(Stored items)
==================================================
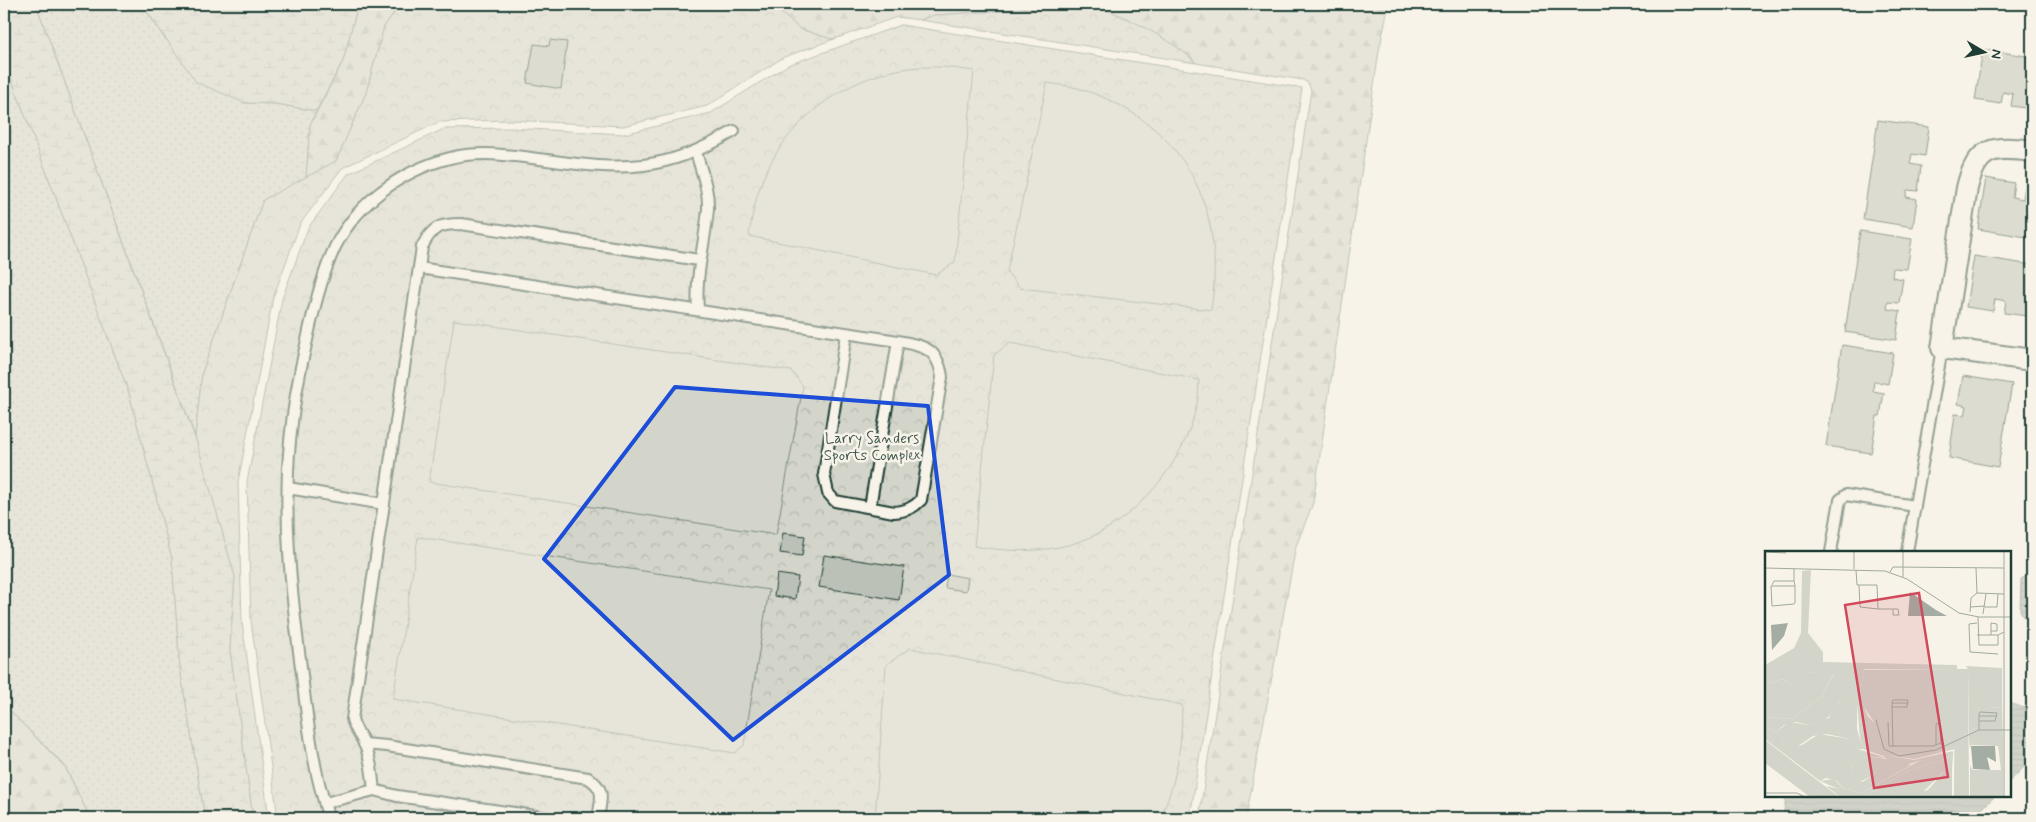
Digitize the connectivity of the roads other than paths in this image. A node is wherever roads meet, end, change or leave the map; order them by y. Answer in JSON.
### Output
{"nodes":[{"id":1,"x":734,"y":131,"type":"dead end"},
{"id":2,"x":2032,"y":151,"type":"edge"},
{"id":3,"x":696,"y":152,"type":"junction"},
{"id":4,"x":699,"y":260,"type":"junction"},
{"id":5,"x":419,"y":268,"type":"junction"},
{"id":6,"x":698,"y":309,"type":"junction"},
{"id":7,"x":846,"y":334,"type":"junction"},
{"id":8,"x":898,"y":341,"type":"junction"},
{"id":9,"x":1942,"y":348,"type":"junction"},
{"id":10,"x":2032,"y":360,"type":"edge"},
{"id":11,"x":288,"y":488,"type":"junction"},
{"id":12,"x":384,"y":504,"type":"junction"},
{"id":13,"x":1915,"y":506,"type":"junction"},
{"id":14,"x":870,"y":508,"type":"junction"},
{"id":15,"x":1831,"y":551,"type":"edge"},
{"id":16,"x":1907,"y":551,"type":"edge"},
{"id":17,"x":364,"y":744,"type":"junction"},
{"id":18,"x":374,"y":790,"type":"junction"},
{"id":19,"x":325,"y":803,"type":"junction"},
{"id":20,"x":328,"y":818,"type":"edge"},
{"id":21,"x":549,"y":818,"type":"edge"},
{"id":22,"x":598,"y":818,"type":"edge"}],
"edges":[{"from":1,"to":3,"type":"lane"},
{"from":2,"to":9,"type":"street"},
{"from":3,"to":4,"type":"lane"},
{"from":3,"to":11,"type":"lane"},
{"from":4,"to":5,"type":"lane"},
{"from":4,"to":6,"type":"lane"},
{"from":5,"to":6,"type":"lane"},
{"from":5,"to":12,"type":"lane"},
{"from":6,"to":7,"type":"lane"},
{"from":7,"to":8,"type":"lane"},
{"from":7,"to":14,"type":"lane"},
{"from":8,"to":14,"type":"lane"},
{"from":8,"to":14,"type":"lane"},
{"from":9,"to":10,"type":"street"},
{"from":9,"to":13,"type":"lane"},
{"from":11,"to":12,"type":"lane"},
{"from":11,"to":19,"type":"lane"},
{"from":12,"to":17,"type":"lane"},
{"from":13,"to":15,"type":"lane"},
{"from":13,"to":16,"type":"lane"},
{"from":17,"to":18,"type":"lane"},
{"from":17,"to":22,"type":"lane"},
{"from":18,"to":19,"type":"lane"},
{"from":18,"to":21,"type":"lane"},
{"from":19,"to":20,"type":"lane"}]}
==================================================
Task: Print each record exactly as it stands, leaving the images out.

Output of the exercise:
Digitize the connectivity of the roads other than paths in this image. A node is wherever roads meet, end, change or leave the map; order them by y. Answer in JSON.
### Output
{"nodes":[{"id":1,"x":734,"y":131,"type":"dead end"},
{"id":2,"x":2032,"y":151,"type":"edge"},
{"id":3,"x":696,"y":152,"type":"junction"},
{"id":4,"x":699,"y":260,"type":"junction"},
{"id":5,"x":419,"y":268,"type":"junction"},
{"id":6,"x":698,"y":309,"type":"junction"},
{"id":7,"x":846,"y":334,"type":"junction"},
{"id":8,"x":898,"y":341,"type":"junction"},
{"id":9,"x":1942,"y":348,"type":"junction"},
{"id":10,"x":2032,"y":360,"type":"edge"},
{"id":11,"x":288,"y":488,"type":"junction"},
{"id":12,"x":384,"y":504,"type":"junction"},
{"id":13,"x":1915,"y":506,"type":"junction"},
{"id":14,"x":870,"y":508,"type":"junction"},
{"id":15,"x":1831,"y":551,"type":"edge"},
{"id":16,"x":1907,"y":551,"type":"edge"},
{"id":17,"x":364,"y":744,"type":"junction"},
{"id":18,"x":374,"y":790,"type":"junction"},
{"id":19,"x":325,"y":803,"type":"junction"},
{"id":20,"x":328,"y":818,"type":"edge"},
{"id":21,"x":549,"y":818,"type":"edge"},
{"id":22,"x":598,"y":818,"type":"edge"}],
"edges":[{"from":1,"to":3,"type":"lane"},
{"from":2,"to":9,"type":"street"},
{"from":3,"to":4,"type":"lane"},
{"from":3,"to":11,"type":"lane"},
{"from":4,"to":5,"type":"lane"},
{"from":4,"to":6,"type":"lane"},
{"from":5,"to":6,"type":"lane"},
{"from":5,"to":12,"type":"lane"},
{"from":6,"to":7,"type":"lane"},
{"from":7,"to":8,"type":"lane"},
{"from":7,"to":14,"type":"lane"},
{"from":8,"to":14,"type":"lane"},
{"from":8,"to":14,"type":"lane"},
{"from":9,"to":10,"type":"street"},
{"from":9,"to":13,"type":"lane"},
{"from":11,"to":12,"type":"lane"},
{"from":11,"to":19,"type":"lane"},
{"from":12,"to":17,"type":"lane"},
{"from":13,"to":15,"type":"lane"},
{"from":13,"to":16,"type":"lane"},
{"from":17,"to":18,"type":"lane"},
{"from":17,"to":22,"type":"lane"},
{"from":18,"to":19,"type":"lane"},
{"from":18,"to":21,"type":"lane"},
{"from":19,"to":20,"type":"lane"}]}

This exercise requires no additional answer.